Following the loss, “Jungle Cat” has been focused on improving in all areas of his game, especially wrestling.
“Wrestling is definitely a big part of my training because if you want to keep the contest standing, then you got to have wrestling,” he explains.
“You got to be able to defend the takedown. If you want to land a takedown, you have to have good wrestling to take the guy down. Wrestling is really important in this sport, and I am really glad I have good wrestling here [in Bali]. Even though I do not take people down, I want to have good wrestling, so I can control the whole game and where I want the contest to be.”
Fortunately, he was able to show that improvement last November, when he filled-in for Pakistan’s Waqar Umar on less than two weeks’ notice to challenge promotional newcomer, and highly-regarded Chinese warrior, “Peter Pan” Yang Fei at ONE: IMMORTAL PURSUIT in Singapore.
It carried risk, considering it could put him on his first-ever losing skid. But Aiman is fearless, and stated: “I am always up to the challenge if I am feeling good, and I am not hurt.”

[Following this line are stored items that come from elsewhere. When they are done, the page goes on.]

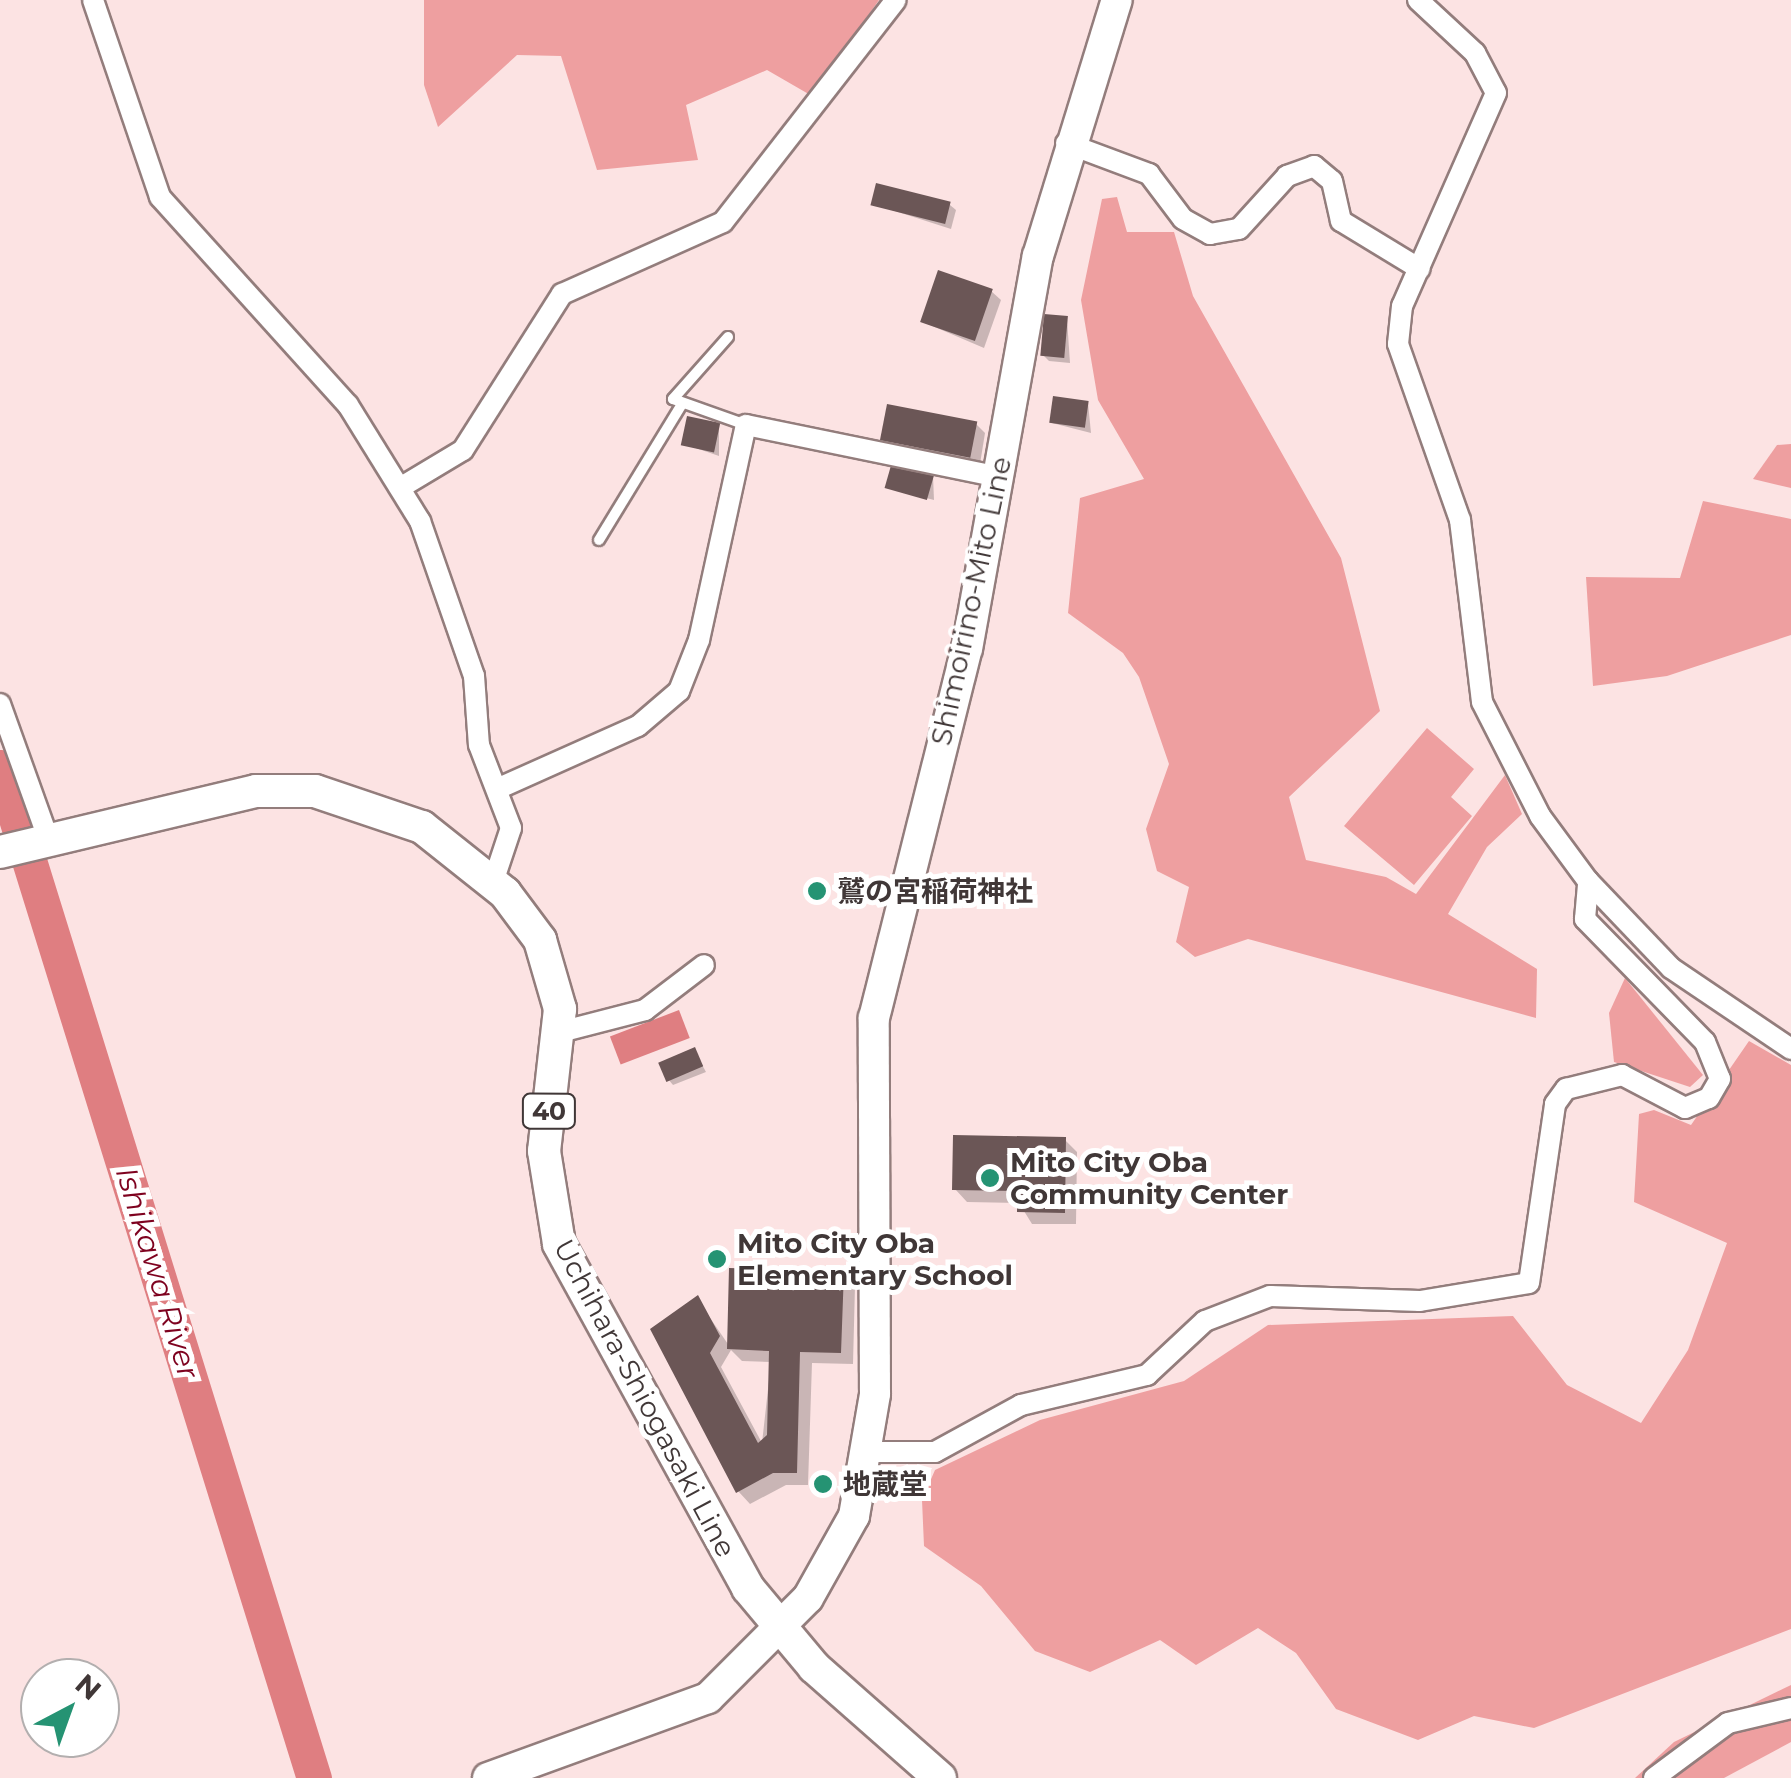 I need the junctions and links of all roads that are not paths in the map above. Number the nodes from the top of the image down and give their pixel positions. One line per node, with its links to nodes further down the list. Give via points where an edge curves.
1 (93, 0): 11 (street, via 160,197 348,404)
2 (896, 0): 11 (street, via 723,222 562,294 463,450)
3 (1117, 0): 5 (main road, Shimoirino-Mito Line)
4 (1418, 0): 6 (street, via 1474,53 1496,93)
5 (1066, 143): 6 (street, via 1149,174 1183,219 1210,234 1238,229 1286,176 1314,166 1332,181 1341,221); 10 (main road, Shimoirino-Mito Line)
6 (1420, 268): 16 (street, via 1398,344 1460,520 1482,702 1540,816)
7 (728, 337): 8 (lane, via 677,388 673,399)
8 (682, 404): 9 (lane); 12 (lane)
9 (746, 425): 10 (street); 14 (street, via 699,640 679,691 638,726)
10 (999, 477): 21 (main road, Shimoirino-Mito Line, via 957,695 874,1018)
11 (404, 486): 14 (street, via 474,676 479,745)
12 (599, 540)
13 (0, 704): 15 (street)
14 (497, 788): 17 (street, via 511,828)
15 (26, 846): 17 (main road, Uchihara-Shiogasaki Line / 40, via 256,791 315,790 396,814)
16 (1588, 880): 20 (street, via 1671,968); 21 (street, via 1585,919 1706,1042 1720,1079 1709,1098 1685,1108 1622,1075 1566,1089 1555,1104 1530,1283 1420,1301 1270,1296 1205,1321 1148,1375 1021,1406 934,1452)
17 (493, 882): 19 (main road, Uchihara-Shiogasaki Line / 40, via 547,956)
18 (704, 965): 19 (street, via 646,1010)
19 (560, 1032): 22 (main road, Uchihara-Shiogasaki Line / 40, via 544,1151 550,1218)
20 (1791, 1049)
21 (869, 1452): 22 (main road, Shimoirino-Mito Line, via 846,1537)
22 (780, 1632): 24 (main road, Shimoirino-Mito Line, via 680,1714); 25 (main road, Uchihara-Shiogasaki Line / 40)
23 (1791, 1708): 26 (street, via 1728,1723)
24 (488, 1778)
25 (940, 1778)
26 (1654, 1778)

Throughout the catchweight bout, Aiman was constantly pressured his rival. The Malaysian evaded most of Yang’s attacks, frustrated him with non-stop movement, and punished him with several powerful boxing combinations and chopping leg kicks. He even lived up to his wild moniker by ending the third and final round with a pair of flashy cartwheel kicks.
“Jungle Cat” pulled off the unanimous decision win, but remains humble in victory.
“To be honest, I did not know too much about him before I flew [to Singapore]. I Googled his name in Mandarin, watched a couple of his matches, and knew he liked to take people down. So I worked on stand-up and not being taking down,” he explains.
“It is just another win for me. I am really trying to make a living out of competing in martial arts, and this is just another step [towards accomplishing that].”
Aiman can take another step towards living out his dream this coming Friday, 9 March. He is scheduled to clash with Cambodia’s Rin Saroth at ONE: VISIONS OF VICTORY at the Axiata Arena in Kuala Lumpur.
The Malaysian moves up to bantamweight to meet the 24-year-old Saroth, who is a kun khmer specialist armed with over a hundred wins in that particular martial art discipline.
Despite the Cambodian’s overwhelming experience inside the kun khmer ring, he lacks the veteran expertise in the all-encompassing world of martial arts, and that is an area “Jungle Cat” feels like he can exploit.
“Rin is tough, but I feel like he is a little inexperienced in the cage,” Aiman explains. “I feel like I am going to finish him in whatever way possible — submission, TKO, or knockout. I always go in there to compete, and I take what is given to me.”
That seems to be the story of Aiman’s life, making the best out of any scenario that is presented to him. He did that as a teen defending himself against village bullies, and even as a last minute replacement back in November in his victory over Yang.
“Jungle Cat” is a survivor, a trait that only the best martial artists possess, and that could be the key attribute that leads him to the ONE Bantamweight World Championship someday in the future.